"""
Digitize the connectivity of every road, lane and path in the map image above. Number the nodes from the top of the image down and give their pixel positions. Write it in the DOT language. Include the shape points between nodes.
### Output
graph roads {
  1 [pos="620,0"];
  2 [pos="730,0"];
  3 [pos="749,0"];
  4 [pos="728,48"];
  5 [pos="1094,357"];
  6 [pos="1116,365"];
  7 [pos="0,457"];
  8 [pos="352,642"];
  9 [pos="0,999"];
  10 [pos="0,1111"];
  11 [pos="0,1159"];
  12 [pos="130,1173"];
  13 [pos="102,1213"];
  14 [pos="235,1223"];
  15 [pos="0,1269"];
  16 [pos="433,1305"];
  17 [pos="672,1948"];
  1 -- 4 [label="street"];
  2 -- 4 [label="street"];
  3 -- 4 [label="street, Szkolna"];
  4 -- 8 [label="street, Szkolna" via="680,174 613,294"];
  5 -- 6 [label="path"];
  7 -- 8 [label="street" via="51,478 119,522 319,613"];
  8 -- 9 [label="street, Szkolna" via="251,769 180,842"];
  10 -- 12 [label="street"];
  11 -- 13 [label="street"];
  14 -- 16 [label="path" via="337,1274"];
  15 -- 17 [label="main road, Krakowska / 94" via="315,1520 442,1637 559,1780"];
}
"""
▸ What to produce
The answer is all of the material, given again exactly.

▸ Answer to this exercise
Digitize the connectivity of every road, lane and path in the map image above. Number the nodes from the top of the image down and give their pixel positions. Write it in the DOT language. Include the shape points between nodes.
### Output
graph roads {
  1 [pos="620,0"];
  2 [pos="730,0"];
  3 [pos="749,0"];
  4 [pos="728,48"];
  5 [pos="1094,357"];
  6 [pos="1116,365"];
  7 [pos="0,457"];
  8 [pos="352,642"];
  9 [pos="0,999"];
  10 [pos="0,1111"];
  11 [pos="0,1159"];
  12 [pos="130,1173"];
  13 [pos="102,1213"];
  14 [pos="235,1223"];
  15 [pos="0,1269"];
  16 [pos="433,1305"];
  17 [pos="672,1948"];
  1 -- 4 [label="street"];
  2 -- 4 [label="street"];
  3 -- 4 [label="street, Szkolna"];
  4 -- 8 [label="street, Szkolna" via="680,174 613,294"];
  5 -- 6 [label="path"];
  7 -- 8 [label="street" via="51,478 119,522 319,613"];
  8 -- 9 [label="street, Szkolna" via="251,769 180,842"];
  10 -- 12 [label="street"];
  11 -- 13 [label="street"];
  14 -- 16 [label="path" via="337,1274"];
  15 -- 17 [label="main road, Krakowska / 94" via="315,1520 442,1637 559,1780"];
}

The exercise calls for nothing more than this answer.